- Directed by: George Sherman
- Screenplay by: Jesse Lasky Jr. Pat Silver
- Based on: story by Samuel Newman
- Produced by: Sam Katzman
- Starring: Dick Shawn Diane Baker Barry Coe
- Cinematography: Ellis W. Carter
- Edited by: Saul A. Goodkind
- Music by: Irving Gertz
- Distributed by: 20th Century Fox
- Release date: December 1960 (United States);
- Running time: 92 minutes
- Country: United States
- Language: English
- Budget: $575,000.

= The Wizard of Baghdad =

1960 film by George Sherman

The Wizard of Baghdad is a 1960 American comedy/fantasy film directed by George Sherman and starring Dick Shawn, Diane Baker, and Barry Coe. It was released by 20th Century Fox.

==Plot==
A genie turned mortal after his many failures is sent to Baghdad. As his last chance to prove himself, he must help a prince and princess fulfill a prophecy.

==Cast==
- Dick Shawn as Genii-Ali Mahmud
- Diane Baker as Princess Yasmin
- Barry Coe as Prince Husan
- John Van Dreelen as Sultan Jullnar
- Robert F. Simon as Shamadin
- Vaughn Taylor as Norodeen
- Michael David as Chieftain Meroki
- Stanley Adams as Warden Kvetch
- Kim Hamilton as Teegra
- William Edmonson as Asmodeus
- Fred Scheiwiller as 1st Wrestler
- Stan Molek as 2nd Wrestler

==Production==
The Wizard of Baghdad was the first film made by Sam Katzman's Clover Productions at 20th Century Fox. He opened offices at Fox in June 1960. (Katzman had spent the past 15 years working almost exclusively for Columbia).
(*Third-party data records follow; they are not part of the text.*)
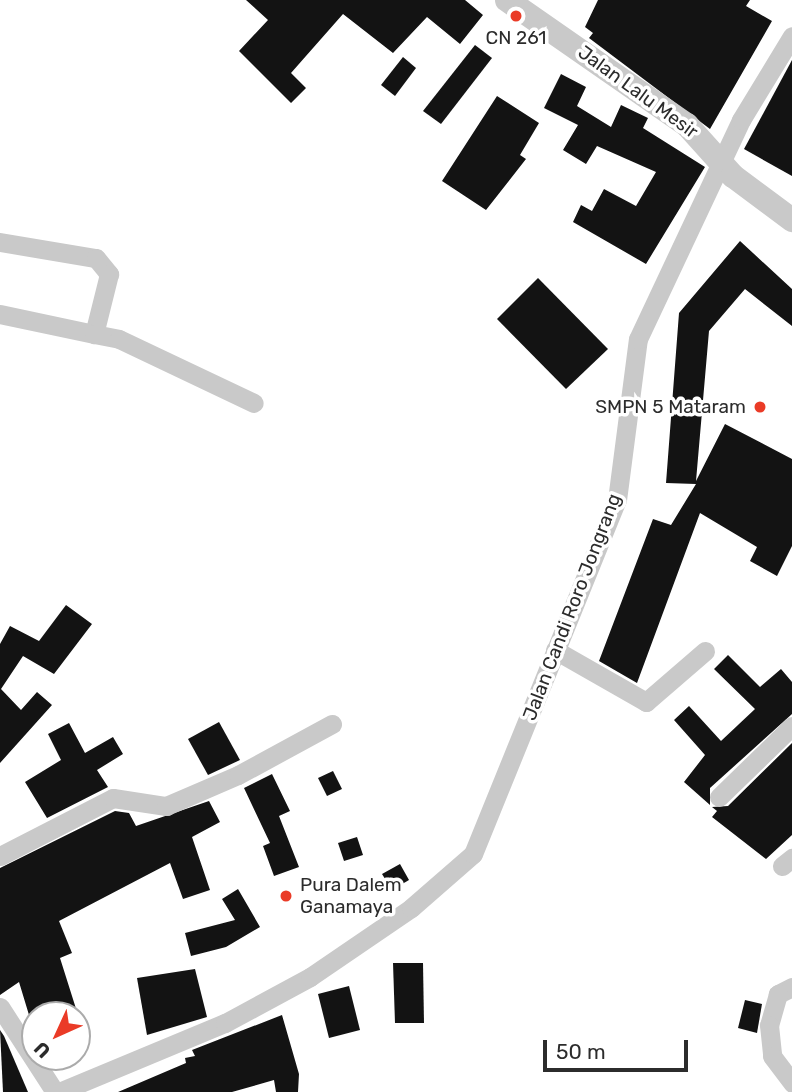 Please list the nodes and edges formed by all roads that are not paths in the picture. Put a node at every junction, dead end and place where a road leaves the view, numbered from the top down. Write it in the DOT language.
graph roads {
  1 [pos="507,0"];
  2 [pos="792,36"];
  3 [pos="722,163"];
  4 [pos="792,220"];
  5 [pos="0,242"];
  6 [pos="0,314"];
  7 [pos="94,334"];
  8 [pos="254,403"];
  9 [pos="555,650"];
  10 [pos="705,651"];
  11 [pos="332,724"];
  12 [pos="792,726"];
  13 [pos="719,797"];
  14 [pos="0,856"];
  15 [pos="790,983"];
  16 [pos="0,1006"];
  17 [pos="792,1083"];
  18 [pos="67,1091"];
  1 -- 3 [label="street, Jalan Lalu Mesir"];
  2 -- 3 [label="street, Jalan Candi Roro Jongrang"];
  3 -- 4 [label="street, Jalan Lalu Mesir"];
  3 -- 9 [label="street, Jalan Candi Roro Jongrang"];
  5 -- 7 [label="street"];
  6 -- 7 [label="street"];
  7 -- 8 [label="street"];
  9 -- 10 [label="street"];
  9 -- 18 [label="street, Jalan Candi Roro Jongrang"];
  11 -- 14 [label="street"];
  12 -- 13 [label="street"];
  15 -- 17 [label="street"];
  16 -- 18 [label="street"];
} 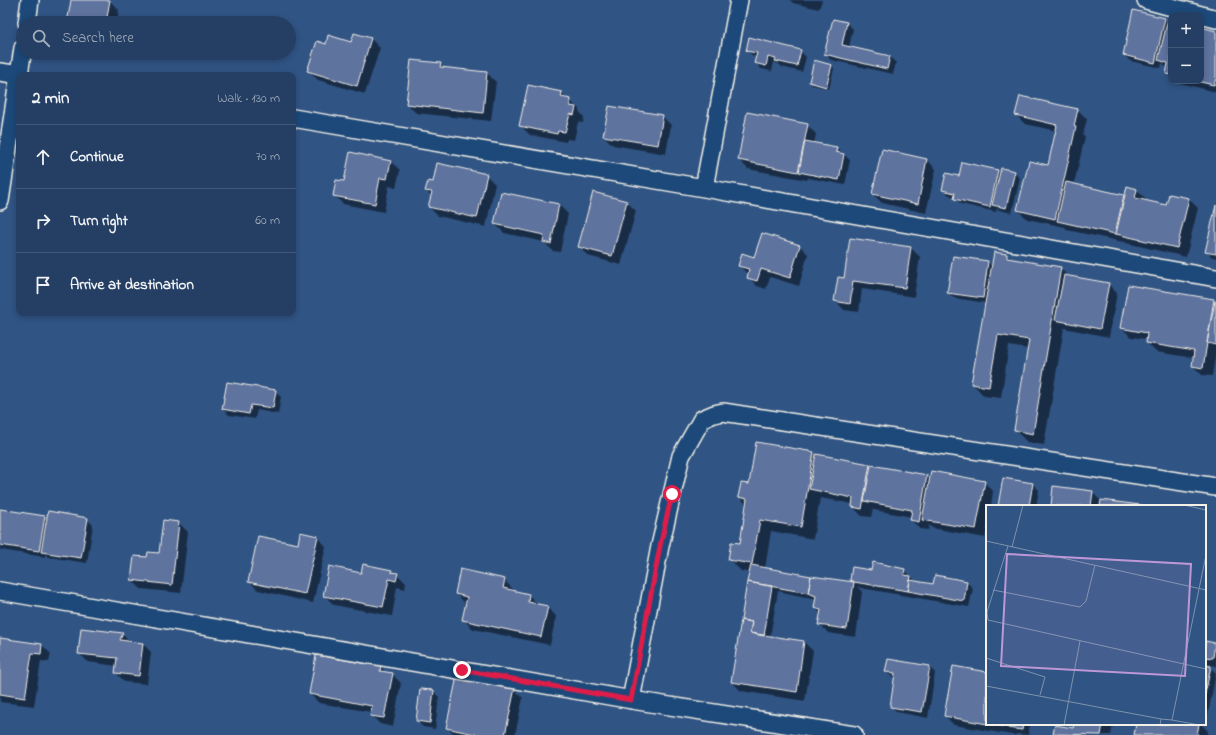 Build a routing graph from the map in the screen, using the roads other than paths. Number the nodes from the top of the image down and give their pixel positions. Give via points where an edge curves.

The script was written by Jesse Lasy Jr and his wife pat Silver based on an original by Sam Newman Katzman had worked as a set dresser at Fox in the 1920s.

It was the second movie for Dick Shawn, best known as a stage actor. Filming took place in August 1960.

Barry Coe's performance led to Robert Goldstein of Fox signing the actor to a long-term contract with the studio. The movie was part of Goldstein's short tenure while head of Fox, other movies being made including North to Alaska, The Marriage-Go-Round, Sanctuary, The Schnook, Circle of Deception, The Mark, The Millionairess, Esther and the King, The Big Gamble Return to Peyton Place and Flaming Star.

==Reception==
The Los Angeles Times said the film "should fill the bill as pre Christmas entertainment for the children" through "the funny lines, the slapstick and the trick photography."

The New York Times said the film "is for customers who will laugh at anything, including that singular unfunny man, Dick Shawn... the waste of energy, costumes and backgrounds is truly appalling."